Informações adicionais da assinatura:
Signatário (a): EDUARDO MATTOS GALLO JUNIOR
Data e Hora: 03/12/2025, às 13:14:53
5027784-47.2025.8.24.0000 7051362 .V8
Conferência de autenticidade emitida em 26/01/2026 04:12:04.
Identificações de pessoas físicas foram ocultadas
Extrato de Ata EXTRATO DE ATA DA SESSÃO VIRTUAL - RESOLUÇÃO CNJ 591/24 DE 02/12/2025 A 10/12/2025
Agravo de Instrumento Nº 5027784-47.2025.8.24.0000/SC
INCIDENTE: EMBARGOS DE DECLARAÇÃO
RELATOR: Desembargador EDUARDO GALLO JR.
PRESIDENTE: Desembargador EDUARDO GALLO JR.
PROCURADOR(A): ROGE MACEDO NEVES
Certifico que este processo foi incluído como item 5 na Pauta da Sessão Virtual - Resolução CNJ 591/24, disponibilizada no DJEN de 17/11/2025, e julgado na sessão iniciada em 02/12/2025 às 00:00 e encerrada em 02/12/2025 às 18:48.

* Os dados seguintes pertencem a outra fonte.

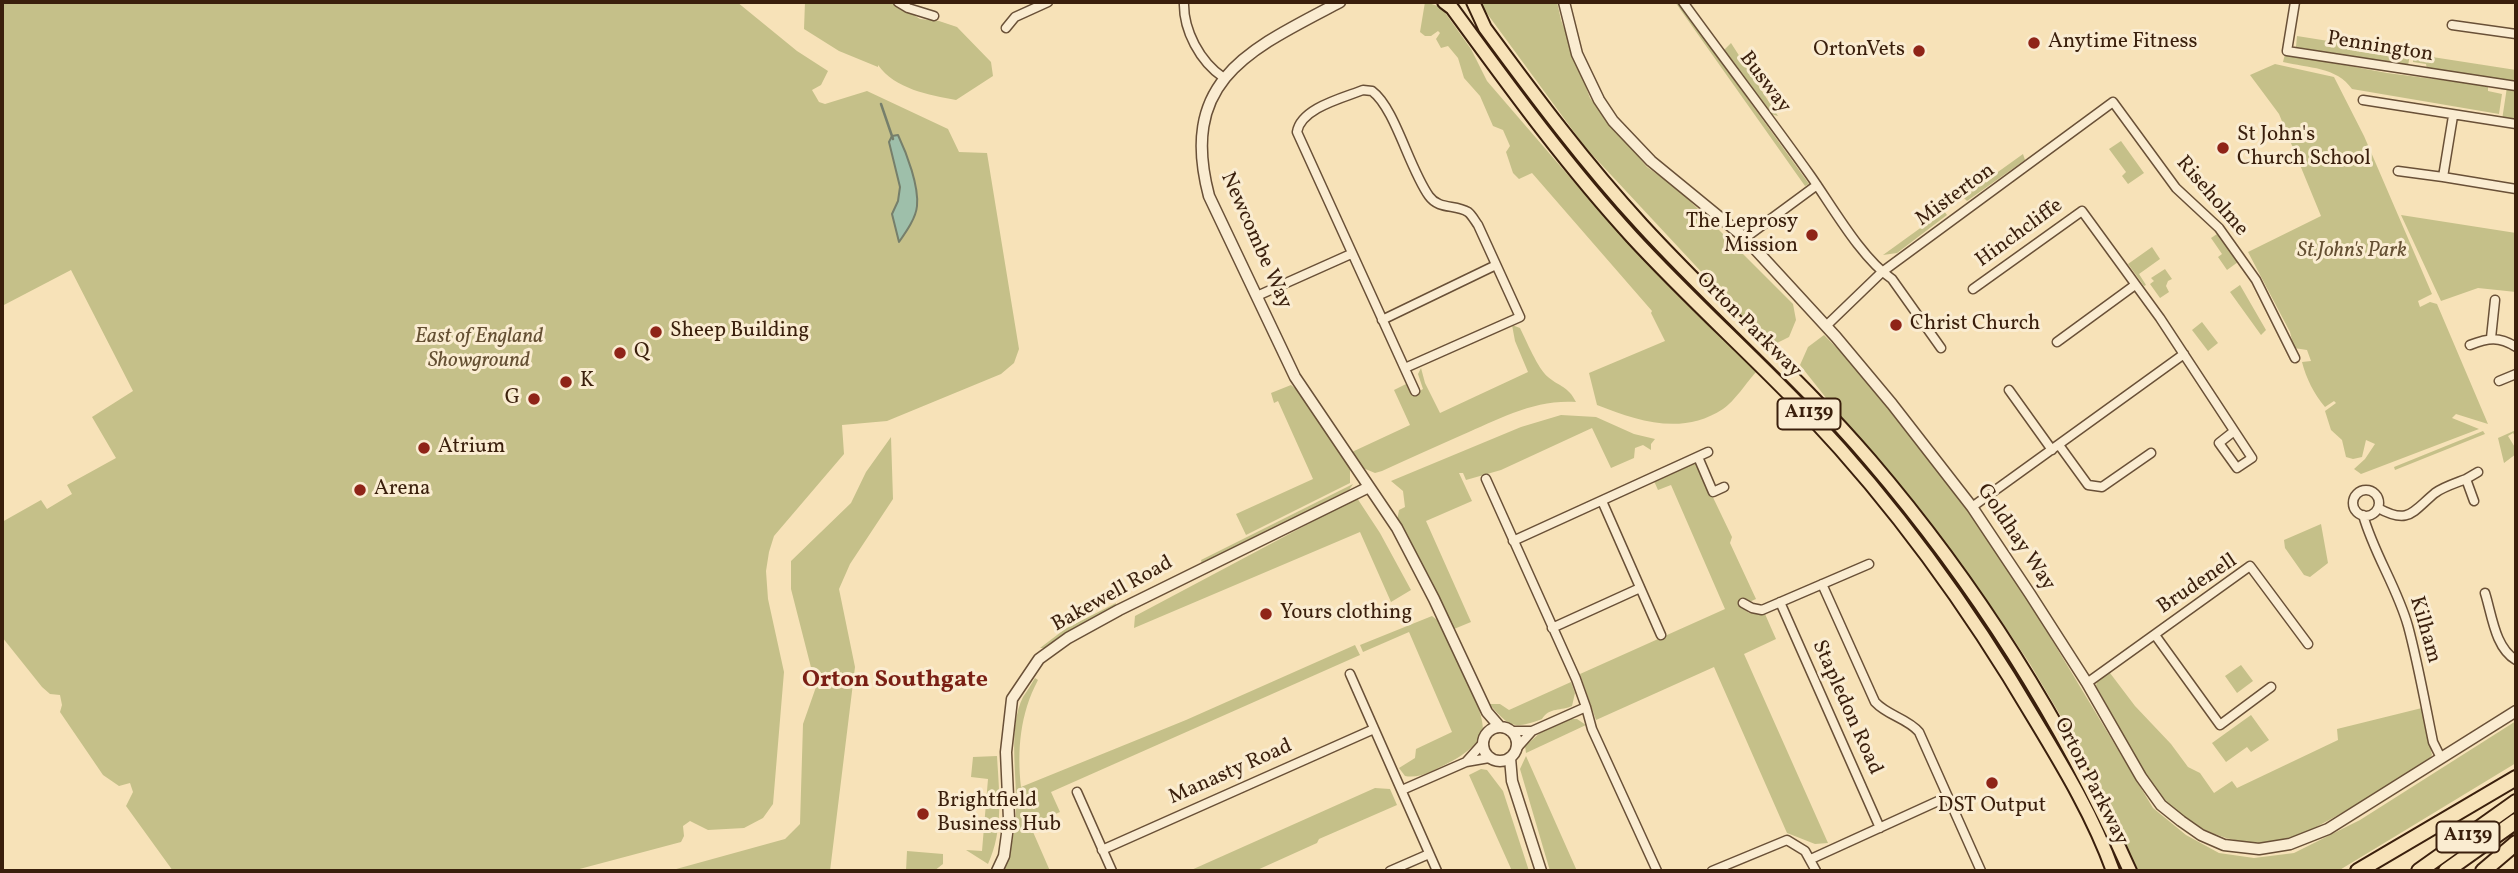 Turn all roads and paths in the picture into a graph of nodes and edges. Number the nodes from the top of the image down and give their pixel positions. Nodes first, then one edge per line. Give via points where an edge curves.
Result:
1 (898, 2) edge
2 (925, 2) edge
3 (1048, 2) edge
4 (1184, 2) edge
5 (1339, 2) edge
6 (1444, 2) edge
7 (1473, 2) edge
8 (1564, 2) edge
9 (1684, 2) edge
10 (2295, 2) edge
11 (922, 11) junction
12 (934, 16) dead end
13 (2452, 25) dead end
14 (1006, 28) dead end
15 (2516, 34) edge
16 (1224, 78) junction
17 (2516, 86) edge
18 (2363, 100) dead end
19 (2113, 102) joint
20 (2453, 116) junction
21 (2516, 124) edge
22 (2398, 171) dead end
23 (2444, 177) junction
24 (1817, 185) junction
25 (2516, 190) edge
26 (1745, 238) junction
27 (1351, 254) junction
28 (1496, 265) junction
29 (1882, 272) junction
30 (2135, 285) junction
31 (1973, 289) dead end
32 (1257, 296) junction
33 (2495, 300) dead end
34 (1382, 320) junction
35 (1826, 326) junction
36 (2491, 338) junction
37 (2057, 342) dead end
38 (2470, 345) dead end
39 (2516, 347) edge
40 (1941, 348) dead end
41 (2184, 354) junction
42 (2294, 358) dead end
43 (2516, 364) edge
44 (1405, 368) junction
45 (2516, 372) edge
46 (2499, 381) dead end
47 (2009, 390) dead end
48 (1415, 391) dead end
49 (2234, 432) junction
50 (2055, 447) junction
51 (1708, 452) dead end
52 (2151, 453) dead end
53 (1698, 457) junction
54 (2478, 472) dead end
55 (2466, 478) junction
56 (1486, 479) dead end
57 (1369, 487) junction
58 (1724, 487) dead end
59 (1602, 501) junction
60 (2474, 501) dead end
61 (1972, 507) junction
62 (2378, 508) junction
63 (2363, 516) junction
64 (1513, 541) junction
65 (1869, 564) dead end
66 (1822, 584) junction
67 (1640, 588) junction
68 (2485, 593) dead end
69 (1780, 602) junction
70 (1743, 603) dead end
71 (1552, 628) junction
72 (1661, 635) dead end
73 (2155, 635) junction
74 (2308, 644) dead end
75 (2516, 660) edge
76 (1350, 674) dead end
77 (2087, 683) junction
78 (2272, 687) dead end
79 (1586, 707) junction
80 (2516, 711) edge
81 (1487, 712) junction
82 (1500, 727) junction
83 (1374, 729) junction
84 (1510, 731) junction
85 (1532, 731) junction
86 (1485, 738) junction
87 (1513, 753) junction
88 (2441, 758) junction
89 (1493, 760) junction
90 (1466, 762) junction
91 (2516, 778) edge
92 (1512, 780) junction
93 (1402, 790) junction
94 (1077, 792) dead end
95 (1947, 797) junction
96 (2516, 802) edge
97 (2516, 821) edge
98 (1880, 828) junction
99 (2516, 843) edge
100 (1102, 849) junction
101 (1430, 854) junction
102 (1811, 859) junction
103 (997, 871) edge
104 (1112, 871) edge
105 (1390, 871) edge
106 (1437, 871) edge
107 (1541, 871) edge
108 (1657, 871) edge
109 (1712, 871) edge
110 (1816, 871) edge
111 (1981, 871) edge
112 (2113, 871) edge
113 (2130, 871) edge
114 (2358, 871) edge
115 (2418, 871) edge
116 (2446, 871) edge
117 (2483, 871) edge

1 - 11 street
2 - 11 street
3 - 14 street via 1015,17
4 - 16 street via 1190,35 1214,71
5 - 16 street, Newcombe Way via 1268,39
6 - 112 main road, Orton Parkway / A1139 via 1599,200 1811,417 1903,524 2018,690 2073,787
7 - 113 main road, Orton Parkway / A1139 via 1485,28 1611,191 1822,406 1950,560 2058,728
8 - 26 street, Goldhay Way via 1577,54 1613,121 1651,161
9 - 24 street, Busway
10 - 17 street, Pennington via 2287,51
11 - 12 street
13 - 15 street
16 - 32 street, Newcombe Way via 1203,121 1204,176 1209,196
18 - 20 street
19 - 29 street, Misterton
19 - 42 street, Riseholme via 2176,188 2220,228 2256,279
20 - 21 street
20 - 23 street
22 - 23 street
23 - 25 street
24 - 26 street
24 - 29 street, Busway
26 - 35 street, Goldhay Way
27 - 28 street via 1297,132 1298,124 1306,114 1372,90 1384,102 1430,199 1469,213
27 - 32 street
27 - 34 street
28 - 34 street
28 - 44 street via 1520,317
29 - 35 street, Misterton
29 - 40 street, Busway via 1892,279
30 - 31 street, Hinchcliffe via 2082,211
30 - 37 street
30 - 41 street, Hinchcliffe
32 - 57 street, Newcombe Way via 1295,377
33 - 36 street
34 - 44 street
35 - 61 street, Goldhay Way
36 - 38 street
36 - 39 street
41 - 49 street, Hinchcliffe
41 - 50 street
43 - 45 street
44 - 48 street
45 - 46 street
47 - 50 street
49 - 49 street, Hinchcliffe via 2252,458 2237,468 2219,443
50 - 52 street via 2088,485 2102,487
50 - 61 street
51 - 53 street
53 - 58 street via 1713,492
53 - 59 street
54 - 55 street
55 - 60 street
55 - 62 street via 2437,491 2412,515 2393,516
56 - 64 street
57 - 81 street, Newcombe Way via 1397,528
57 - 103 street, Bakewell Road via 1119,610 1039,659 1012,699 1006,752 1009,819
59 - 64 street
59 - 67 street
61 - 77 street, Goldhay Way
62 - 63 street
62 - 63 street, Kilham via 2376,495 2360,492 2353,505
63 - 88 street, Kilham via 2407,625 2433,742
64 - 71 street
65 - 66 street
66 - 69 street
66 - 95 street, Stapledon Road via 1875,702 1888,714 1913,724
67 - 71 street
67 - 72 street
68 - 75 street via 2503,648
69 - 70 street via 1762,610
69 - 98 street, Stapledon Road
71 - 79 street
73 - 74 street, Brudenell via 2250,566
73 - 77 street, Brudenell
73 - 78 street, Brudenell via 2220,725
76 - 83 street
77 - 88 street, Goldhay Way via 2161,805 2201,835 2224,845 2259,849 2290,844 2328,829
79 - 85 street
79 - 108 street
80 - 88 street, Goldhay Way
81 - 82 street
81 - 86 street
82 - 84 street
82 - 86 street
83 - 93 street
83 - 100 street, Manasty Road
84 - 85 street
84 - 87 street via 1516,741
85 - 87 street
86 - 89 street via 1485,754
86 - 90 street
87 - 89 street
87 - 92 street
89 - 90 street
89 - 92 street
90 - 93 street
91 - 114 highway
92 - 107 street
93 - 101 street
94 - 100 street
95 - 98 street
95 - 111 street, Stapledon Road
96 - 115 highway, A1139
97 - 116 highway, A1139
98 - 102 street
99 - 117 highway
100 - 104 street
101 - 105 street
101 - 106 street
102 - 109 street via 1787,840
102 - 110 street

Certifico que a 6ª Câmara de Direito Civil, ao apreciar os autos do processo em epígrafe, proferiu a seguinte decisão:
A 6ª CÂMARA DE DIREITO CIVIL DECIDIU, POR UNANIMIDADE, CONHECER E REJEITAR OS ACLARATÓRIOS.
RELATOR DO ACÓRDÃO: Desembargador EDUARDO GALLO JR.
Votante: Desembargador EDUARDO GALLO JR.
Votante: Desembargadora QUITERIA TAMANINI VIEIRA
Votante: Desembargador Substituto GIANCARLO BREMER NONES
JULIANA DE ALANO SCHEFFER
Secretária
Conferência de autenticidade emitida em 26/01/2026 04:12:04.